I have this problem I can't figure out. Hopefully someone can help me.

There's a quadrilateral ABCD. The angle ABC is 50degrees. The angle ADC is 120 degrees.

The angle BAD is bisected and the angle BCD is bisected. These lines of bisection meet at a point T.

What is the angle ATC?

Please don't laugh at how dumb I am. I know.

regards,

ab

2. Hello, abrogard!

I'm not laughing . . . This was tricky.

There's a quadrilateral ABCD: $\angle B = 50^o,\;\;\angle D = 120^o$

Angles $BAD$ and $BCD$ are bisected. .The bisectors intersect at $T.$

Find $\angle ATC.$
Code:
              A o * * * * * * o D
* *         120°
*   *            *
*     *
*     T o           *
*          *
*             *        *
*                *
*                   *     *
*                      *
*                         *  *
* 50°                        *
B o   *   *   *   *   *   *   *   o C
The angles of a quadrilateral total 360°.
. . Hence: . $A + B + C + D \:=\:360^o$

Since $A = 50^o,\;D = 120^o$ we have: . $A + 50^o + C + 120^o \:=\:360^o \quad\Rightarrow\quad A + C \:=\:190^o$

. . Hence: . $\frac{1}{2}(A + C) \:=\:95^o$ .[1]

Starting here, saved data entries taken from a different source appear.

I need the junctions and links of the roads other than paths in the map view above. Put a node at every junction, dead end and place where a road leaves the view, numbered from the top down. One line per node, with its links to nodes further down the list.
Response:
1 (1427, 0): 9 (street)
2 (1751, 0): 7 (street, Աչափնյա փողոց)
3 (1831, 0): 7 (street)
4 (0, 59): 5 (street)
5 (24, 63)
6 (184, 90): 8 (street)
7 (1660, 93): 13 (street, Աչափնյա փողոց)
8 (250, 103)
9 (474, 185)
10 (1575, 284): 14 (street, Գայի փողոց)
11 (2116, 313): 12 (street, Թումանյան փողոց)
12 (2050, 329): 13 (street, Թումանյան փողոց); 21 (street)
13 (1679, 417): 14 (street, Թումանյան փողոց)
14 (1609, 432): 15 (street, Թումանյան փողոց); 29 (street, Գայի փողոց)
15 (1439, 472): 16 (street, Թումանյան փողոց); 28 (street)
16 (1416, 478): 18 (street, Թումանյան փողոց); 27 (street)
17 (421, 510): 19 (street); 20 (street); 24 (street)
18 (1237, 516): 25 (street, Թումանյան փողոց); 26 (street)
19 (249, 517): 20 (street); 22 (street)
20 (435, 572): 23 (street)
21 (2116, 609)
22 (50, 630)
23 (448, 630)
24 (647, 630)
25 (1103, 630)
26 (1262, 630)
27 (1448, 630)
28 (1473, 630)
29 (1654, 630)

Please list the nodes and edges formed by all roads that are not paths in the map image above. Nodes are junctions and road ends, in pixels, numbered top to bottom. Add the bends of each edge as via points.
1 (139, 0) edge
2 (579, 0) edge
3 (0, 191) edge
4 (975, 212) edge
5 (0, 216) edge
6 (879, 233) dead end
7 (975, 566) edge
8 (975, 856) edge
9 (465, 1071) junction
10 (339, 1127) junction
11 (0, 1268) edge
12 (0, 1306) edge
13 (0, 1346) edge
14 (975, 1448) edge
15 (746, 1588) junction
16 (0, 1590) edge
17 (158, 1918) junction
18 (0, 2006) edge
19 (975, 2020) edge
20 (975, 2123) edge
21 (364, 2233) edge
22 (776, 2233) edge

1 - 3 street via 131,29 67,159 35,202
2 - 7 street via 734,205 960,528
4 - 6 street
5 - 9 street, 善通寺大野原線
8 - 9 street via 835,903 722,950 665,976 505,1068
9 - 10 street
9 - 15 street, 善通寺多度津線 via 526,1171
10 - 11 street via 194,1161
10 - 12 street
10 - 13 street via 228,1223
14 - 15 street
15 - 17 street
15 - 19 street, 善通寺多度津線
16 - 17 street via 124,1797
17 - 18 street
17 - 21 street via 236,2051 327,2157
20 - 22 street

In quadrilateral $ADCT\!:\;\;\angle ATC + \angle TAD + \angle D + \angle DCT \:=\:360^o$

Since $\angle TAD = \frac{1}{2}A,\;\;\angle D = 120^o,\;\;\angle DCT = \frac{1}{2}C$

. . we have: . $\angle ATC + \frac{1}{2}A + 120^o + \frac{1}{2}C \:=\:360^o$

. . or: . $\angle ATC + \frac{1}{2}(A + C) \:=\:240^o$

Substitute [1]: . $\angle ATC + 95^o \:=\:240^o \quad\Rightarrow\quad\boxed{ \angle ATC \:=\:145^o }$

3. Thank you Soroban. It dawned on me in the early hours this morning. Making me wonder how I could be so dumb. It was my mind insisting it had to know the absolute value of the angles at A and C, bisected or not, rather than simply deal with the total they represent of the original quadrilateral and the newly formed one.

Preconceptions preventing me finding an answer. Stubbornly sticking to a fallacy.

It's amusing, eh?

thanks again.

regards,

ab